A nonprofit writing lab, 826 Valencia, that he quietly founded this summer for Bay Area schoolchildren ended up being hailed on the front page of the San Francisco Chronicle as "A Heartwarming Work of Literary Altruism." When he ran an ad for volunteers to staff its writing workshops and in-school writing assistance programs, he got 200 applications in four days and contributions from Amy Tan, Michael Chabon and a host of other local writers. For part of the summer, there was a waiting list to tutor there.

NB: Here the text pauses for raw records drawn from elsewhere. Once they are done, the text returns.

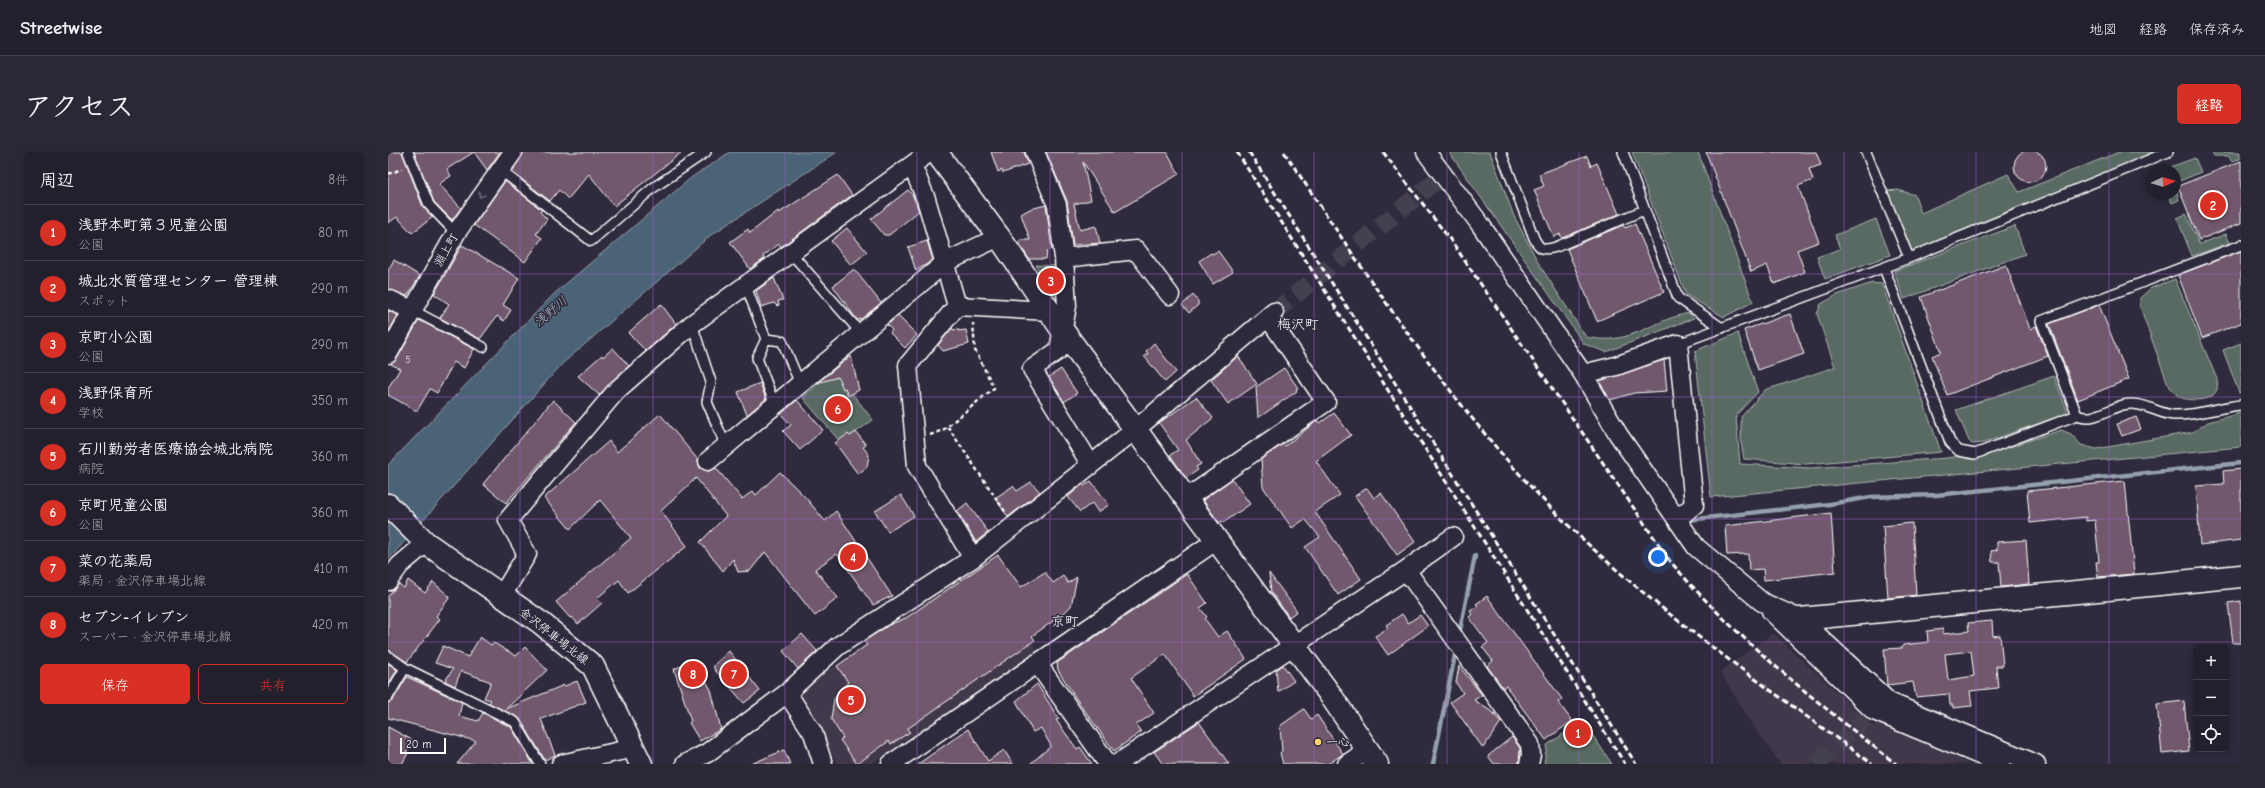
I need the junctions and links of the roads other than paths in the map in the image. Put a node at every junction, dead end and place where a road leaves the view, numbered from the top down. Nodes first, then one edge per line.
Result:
1 (408, 152) edge
2 (513, 152) edge
3 (706, 152) edge
4 (930, 152) edge
5 (936, 152) edge
6 (1035, 152) edge
7 (1426, 152) edge
8 (1501, 152) edge
9 (1623, 152) edge
10 (1866, 152) edge
11 (2168, 152) edge
12 (912, 165) junction
13 (498, 169) junction
14 (1644, 210) junction
15 (456, 232) junction
16 (999, 238) junction
17 (2241, 245) edge
18 (791, 253) junction
19 (1064, 258) junction
20 (1909, 258) junction
21 (946, 262) junction
22 (1884, 268) junction
23 (746, 286) junction
24 (1170, 295) dead end
25 (388, 299) edge
26 (964, 306) junction
27 (414, 310) junction
28 (1050, 311) junction
29 (692, 324) junction
30 (1722, 328) junction
31 (1063, 331) junction
32 (861, 333) junction
33 (766, 338) junction
34 (1678, 344) junction
35 (483, 347) dead end
36 (388, 354) edge
37 (1583, 374) junction
38 (800, 384) junction
39 (775, 405) junction
40 (2241, 405) edge
41 (2077, 415) junction
42 (1136, 429) junction
43 (726, 446) junction
44 (708, 461) dead end
45 (1091, 465) junction
46 (1187, 498) junction
47 (388, 505) edge
48 (1677, 519) junction
49 (1453, 537) dead end
50 (1217, 540) junction
51 (426, 543) junction
52 (973, 558) junction
53 (1406, 570) junction
54 (2241, 576) edge
55 (388, 581) edge
56 (501, 597) junction
57 (1762, 602) junction
58 (1800, 619) junction
59 (1295, 646) junction
60 (388, 656) edge
61 (1037, 663) junction
62 (405, 668) junction
63 (787, 693) junction
64 (388, 697) edge
65 (637, 756) edge
66 (1373, 757) edge
67 (540, 764) edge
68 (561, 764) edge
69 (685, 764) edge
70 (823, 764) edge
71 (891, 764) edge
72 (1108, 764) edge
73 (1117, 764) edge
74 (1347, 764) edge
75 (1530, 764) edge
76 (2001, 764) edge
77 (2036, 764) edge

1 - 15 lane
2 - 13 street, 淵上町
3 - 13 lane
4 - 12 street
5 - 16 street
6 - 19 street
7 - 37 street
8 - 14 lane
9 - 14 lane
10 - 20 lane
11 - 20 lane
12 - 18 street
12 - 21 street
13 -> 15 street, 淵上町
14 - 30 lane
15 - 27 street, 淵上町
16 - 21 street
16 - 28 street
17 - 41 lane
18 - 23 street
18 - 32 lane
19 - 24 street
19 - 31 street
20 - 22 lane
21 - 26 street
21 - 32 street
22 - 30 lane
22 - 41 lane
23 - 29 street
23 - 33 lane
25 - 27 street
26 - 28 street
26 - 52 street
27 - 35 lane
27 - 36 street, 淵上町
28 - 31 street
29 - 43 lane
29 - 56 street
30 - 34 lane
31 - 42 street
31 - 45 street
32 - 38 street
33 - 38 lane
33 - 39 lane
34 - 37 street
34 - 48 street
37 - 48 street
38 - 39 street
39 - 43 street
40 - 41 lane
42 - 45 street
42 - 46 street
42 - 46 street
43 - 44 street
45 - 52 street
46 - 50 street
47 - 51 street, 金沢停車場北線
48 - 57 street
49 - 53 street
50 - 59 street
50 - 61 street
51 - 55 street
51 - 56 street, 金沢停車場北線
52 - 63 street
53 - 59 street
53 - 75 street
54 - 58 street
56 - 65 street, 金沢停車場北線
57 - 58 street
57 - 76 street
58 - 77 street
59 - 66 street
59 - 73 street
60 - 62 lane
61 - 71 street
61 - 72 street
62 - 64 lane
62 - 67 lane
63 - 69 street
63 - 70 street
65 - 68 street
66 - 74 street

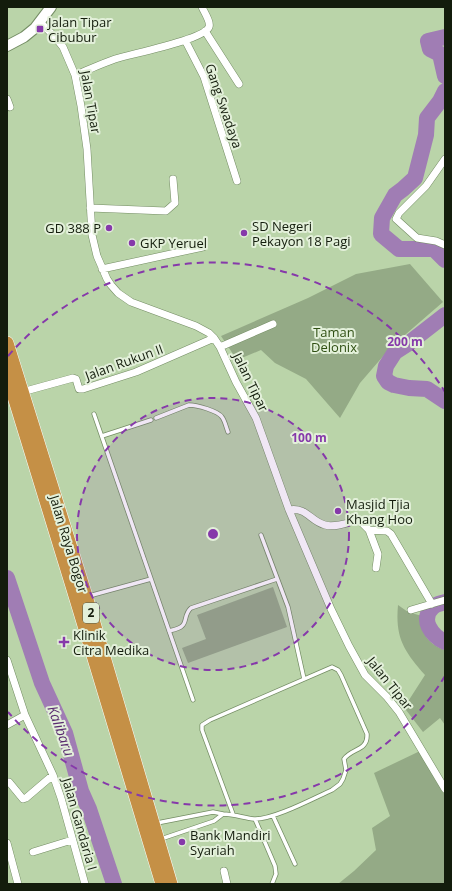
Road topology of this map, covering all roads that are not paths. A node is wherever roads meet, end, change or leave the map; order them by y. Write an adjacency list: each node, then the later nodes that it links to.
1 (51, 7): 3 (street)
2 (202, 7): 4 (street)
3 (40, 22): 6 (street); 7 (street, Jalan Tipar)
4 (205, 31): 5 (street); 8 (street)
5 (186, 40): 7 (street); 13 (street, Gang Swadaya)
6 (7, 46)
7 (75, 75): 14 (street, Jalan Tipar)
8 (239, 84)
9 (7, 99): 10 (street)
10 (10, 107)
11 (445, 159): 15 (street)
12 (173, 179): 14 (street)
13 (237, 181)
14 (90, 208): 17 (street, Jalan Tipar)
15 (445, 245)
16 (203, 247): 17 (street)
17 (102, 269): 19 (street, Jalan Tipar)
18 (273, 324): 21 (street)
19 (214, 338): 21 (street, Jalan Tipar); 23 (street, Jalan Rukun II)
20 (7, 343): 23 (highway, Jalan Raya Bogor / 2)
21 (220, 347): 30 (street, Jalan Tipar)
22 (8, 380): 29 (highway, Jalan Raya Bogor / 2)
23 (22, 392): 29 (highway, Jalan Raya Bogor / 2)
24 (94, 414): 28 (lane)
25 (156, 418): 27 (lane)
26 (151, 420): 28 (lane)
27 (228, 432)
28 (102, 436): 34 (lane)
29 (41, 468): 36 (highway, Jalan Raya Bogor / 2)
30 (289, 510): 31 (street); 48 (street, Jalan Tipar)
31 (369, 530): 33 (street); 38 (street)
32 (261, 535): 35 (lane)
33 (376, 568)
34 (151, 579): 36 (lane); 40 (lane)
35 (277, 579): 40 (lane); 42 (lane)
36 (81, 598): 53 (highway, Jalan Raya Bogor / 2)
37 (445, 600): 38 (street)
38 (432, 604): 39 (street)
39 (411, 610)
40 (169, 631): 43 (lane)
41 (7, 660): 44 (street, Jalan Gandaria I)
42 (304, 679): 50 (lane); 51 (lane)
43 (193, 700)
44 (25, 715): 45 (street); 46 (street, Jalan Gandaria I)
45 (7, 724)
46 (53, 775): 47 (street); 54 (street, Jalan Gandaria I)
47 (8, 781)
48 (445, 789)
49 (223, 814): 50 (lane); 53 (lane); 55 (lane)
50 (233, 814): 52 (lane)
51 (273, 816): 52 (lane); 58 (lane)
52 (255, 819): 65 (lane)
53 (149, 825): 55 (highway, Jalan Raya Bogor / 2)
54 (72, 840): 57 (street); 61 (street, Jalan Gandaria I)
55 (154, 841): 62 (highway, Jalan Raya Bogor / 2); 63 (highway, Jalan Raya Bogor / 2)
56 (7, 843): 60 (street)
57 (33, 852)
58 (295, 864)
59 (224, 871): 64 (street)
60 (18, 884)
61 (85, 884)
62 (162, 884)
63 (171, 884)
64 (227, 884)
65 (272, 884)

"It's a whole scene," said a laughing Heather Stiteler, a 29-year-old San Franciscan who, with members of her book club, has attended benefits for Eggers' center, which runs on donations and proceeds from a whimsical "pirate supply" shop in its lobby. "There was one [fundraising] party there a while ago where, instead of getting a stamp on your hand, you got anointed with these scented oils that were, like, his personal fragrance. He's all over the place here. Actually, it's to the point that a lot of my friends are like, 'Oh, God, Dave Eggers! Could I please never see that name again?' "

Eggers can scarcely be accused of courting the attention. He rents in Marin County, as opposed to the city's close, nosy quarters and, though he invites audiences at readings to ask questions, the onetime journalism student routinely declines press interviews.

"It just complicates things," he said, politely refusing to speak to The Times for this article. He later elaborated to an audience in San Francisco: "It just becomes the job, and you don't get anything else done, I mean, with the whole media thing." In fact, he told fans in Santa Cruz, he has come to find nonfiction in general to be problematic. "It's never right, and it can never be right for everybody all the time," he said, adding that if he had his first book to do over, "I might have fictionalized it. Or made it semiautobiographical fiction. Or set it in the Old West."

On his McSweeney's Web site, he wrote that he has "been at the point for two years now, where I get a queasy feeling every time I see my name in print."

A publishing experiment

And yet, Eggers' press aversion has been its own publicity magnet, as has his tendency to experiment with the conventions of publishing. The book tour for "A.H.W.O.S.G.," as fans refer to the first book, featured absurdist twists such as post-reading field trips and panel discussions on itching.